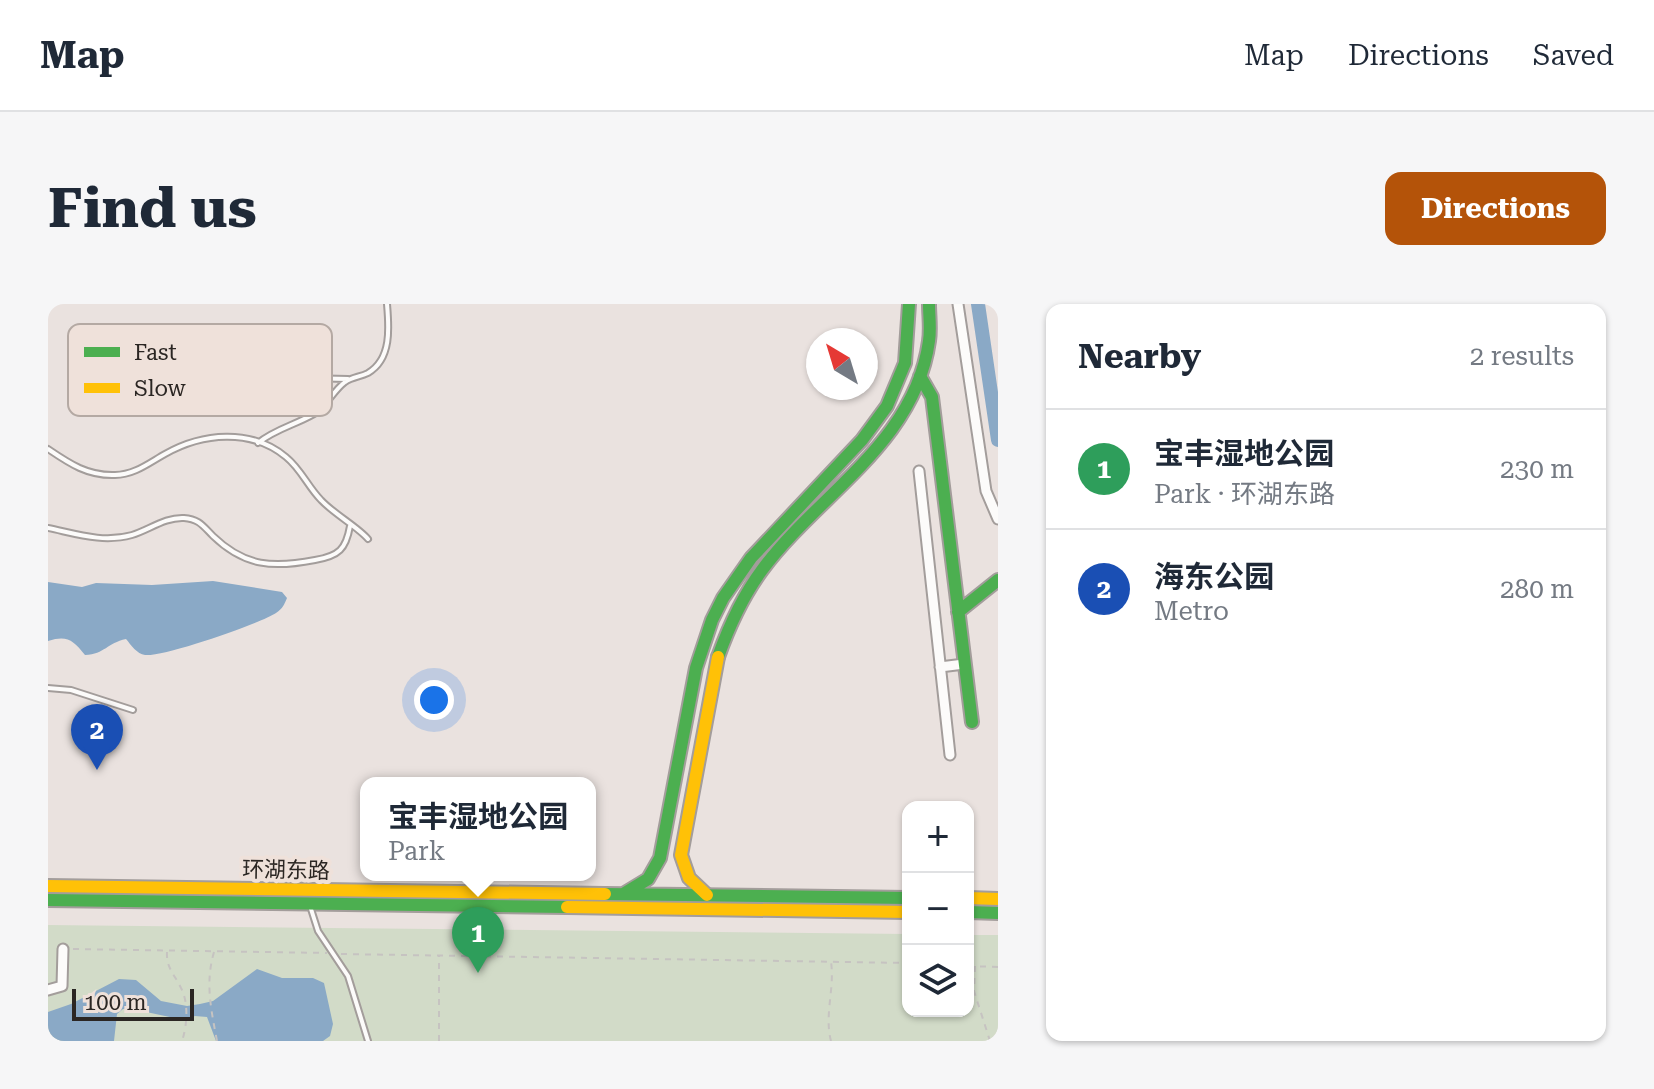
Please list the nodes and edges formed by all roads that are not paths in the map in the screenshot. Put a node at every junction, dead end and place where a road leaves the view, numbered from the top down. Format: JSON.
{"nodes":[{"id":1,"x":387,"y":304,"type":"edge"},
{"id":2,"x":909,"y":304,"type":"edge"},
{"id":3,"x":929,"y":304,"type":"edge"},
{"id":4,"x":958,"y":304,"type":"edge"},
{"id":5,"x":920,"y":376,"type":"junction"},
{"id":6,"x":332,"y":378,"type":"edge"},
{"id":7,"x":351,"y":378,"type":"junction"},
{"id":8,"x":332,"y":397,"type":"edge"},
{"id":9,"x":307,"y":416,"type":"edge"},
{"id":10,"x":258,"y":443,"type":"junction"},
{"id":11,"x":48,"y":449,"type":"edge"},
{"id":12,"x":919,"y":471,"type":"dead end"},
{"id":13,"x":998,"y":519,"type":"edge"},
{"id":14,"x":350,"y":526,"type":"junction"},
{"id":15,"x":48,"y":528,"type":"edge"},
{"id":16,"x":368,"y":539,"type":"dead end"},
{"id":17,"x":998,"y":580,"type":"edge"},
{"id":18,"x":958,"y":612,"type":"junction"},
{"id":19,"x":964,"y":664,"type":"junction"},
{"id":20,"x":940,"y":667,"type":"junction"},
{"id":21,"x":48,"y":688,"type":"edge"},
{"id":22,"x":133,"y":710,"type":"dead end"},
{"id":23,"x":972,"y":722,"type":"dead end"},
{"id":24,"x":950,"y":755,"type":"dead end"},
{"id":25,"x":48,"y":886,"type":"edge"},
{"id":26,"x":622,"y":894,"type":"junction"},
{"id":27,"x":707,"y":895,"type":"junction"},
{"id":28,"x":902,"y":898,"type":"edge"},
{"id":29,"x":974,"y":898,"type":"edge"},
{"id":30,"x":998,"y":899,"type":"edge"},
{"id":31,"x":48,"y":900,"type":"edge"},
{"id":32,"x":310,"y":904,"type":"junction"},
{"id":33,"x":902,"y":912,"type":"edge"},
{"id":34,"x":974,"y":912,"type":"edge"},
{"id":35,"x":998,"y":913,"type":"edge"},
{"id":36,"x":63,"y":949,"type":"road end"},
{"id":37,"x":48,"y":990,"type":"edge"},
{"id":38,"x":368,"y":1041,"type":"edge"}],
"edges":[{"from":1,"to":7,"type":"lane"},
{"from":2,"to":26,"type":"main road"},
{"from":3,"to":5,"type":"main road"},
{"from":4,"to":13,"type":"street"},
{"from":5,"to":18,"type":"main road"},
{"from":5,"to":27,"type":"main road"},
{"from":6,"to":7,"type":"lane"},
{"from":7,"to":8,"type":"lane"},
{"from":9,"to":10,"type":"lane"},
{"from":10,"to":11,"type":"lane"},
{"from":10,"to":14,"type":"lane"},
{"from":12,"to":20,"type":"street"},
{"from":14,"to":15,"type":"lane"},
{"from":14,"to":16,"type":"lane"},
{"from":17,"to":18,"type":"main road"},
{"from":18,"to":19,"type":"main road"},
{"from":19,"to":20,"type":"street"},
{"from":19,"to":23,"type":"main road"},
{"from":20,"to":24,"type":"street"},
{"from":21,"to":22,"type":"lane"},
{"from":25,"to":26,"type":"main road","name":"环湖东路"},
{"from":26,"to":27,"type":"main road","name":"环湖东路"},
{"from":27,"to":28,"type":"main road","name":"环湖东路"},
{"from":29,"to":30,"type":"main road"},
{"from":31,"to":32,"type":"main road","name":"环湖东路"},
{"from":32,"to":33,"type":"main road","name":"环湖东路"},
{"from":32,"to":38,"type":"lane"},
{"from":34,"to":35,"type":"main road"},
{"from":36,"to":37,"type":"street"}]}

★ ★ ★ ★ ★

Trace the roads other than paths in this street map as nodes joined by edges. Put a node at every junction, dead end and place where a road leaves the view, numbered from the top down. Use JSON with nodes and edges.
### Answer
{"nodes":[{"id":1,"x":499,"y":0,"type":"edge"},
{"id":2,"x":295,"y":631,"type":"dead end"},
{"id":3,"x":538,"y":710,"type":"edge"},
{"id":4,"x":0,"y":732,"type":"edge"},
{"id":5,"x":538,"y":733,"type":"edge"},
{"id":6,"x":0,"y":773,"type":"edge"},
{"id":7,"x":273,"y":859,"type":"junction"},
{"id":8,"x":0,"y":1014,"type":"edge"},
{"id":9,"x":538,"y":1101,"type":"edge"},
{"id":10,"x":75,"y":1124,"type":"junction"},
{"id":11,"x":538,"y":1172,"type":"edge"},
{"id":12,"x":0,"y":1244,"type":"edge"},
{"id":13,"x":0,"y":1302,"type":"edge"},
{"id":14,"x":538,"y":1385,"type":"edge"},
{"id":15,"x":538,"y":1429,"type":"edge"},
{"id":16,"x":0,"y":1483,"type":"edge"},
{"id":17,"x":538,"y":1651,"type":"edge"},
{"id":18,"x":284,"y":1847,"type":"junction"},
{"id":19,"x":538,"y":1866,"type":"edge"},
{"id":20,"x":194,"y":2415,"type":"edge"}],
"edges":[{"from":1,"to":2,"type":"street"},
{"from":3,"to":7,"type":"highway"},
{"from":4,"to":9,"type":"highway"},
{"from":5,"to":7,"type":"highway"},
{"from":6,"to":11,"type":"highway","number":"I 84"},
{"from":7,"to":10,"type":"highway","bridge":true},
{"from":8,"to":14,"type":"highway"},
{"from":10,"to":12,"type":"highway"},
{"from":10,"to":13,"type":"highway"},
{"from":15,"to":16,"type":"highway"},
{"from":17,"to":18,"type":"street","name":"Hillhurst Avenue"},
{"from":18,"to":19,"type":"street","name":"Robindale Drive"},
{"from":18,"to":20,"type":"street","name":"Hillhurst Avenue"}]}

★ ★ ★ ★ ★

• Work request
Whenever the string "name" turns up in a line above, copy that line out.

• Answer to this task
{"from":25,"to":26,"type":"main road","name":"环湖东路"},
{"from":26,"to":27,"type":"main road","name":"环湖东路"},
{"from":27,"to":28,"type":"main road","name":"环湖东路"},
{"from":31,"to":32,"type":"main road","name":"环湖东路"},
{"from":32,"to":33,"type":"main road","name":"环湖东路"},
{"from":17,"to":18,"type":"street","name":"Hillhurst Avenue"},
{"from":18,"to":19,"type":"street","name":"Robindale Drive"},
{"from":18,"to":20,"type":"street","name":"Hillhurst Avenue"}]}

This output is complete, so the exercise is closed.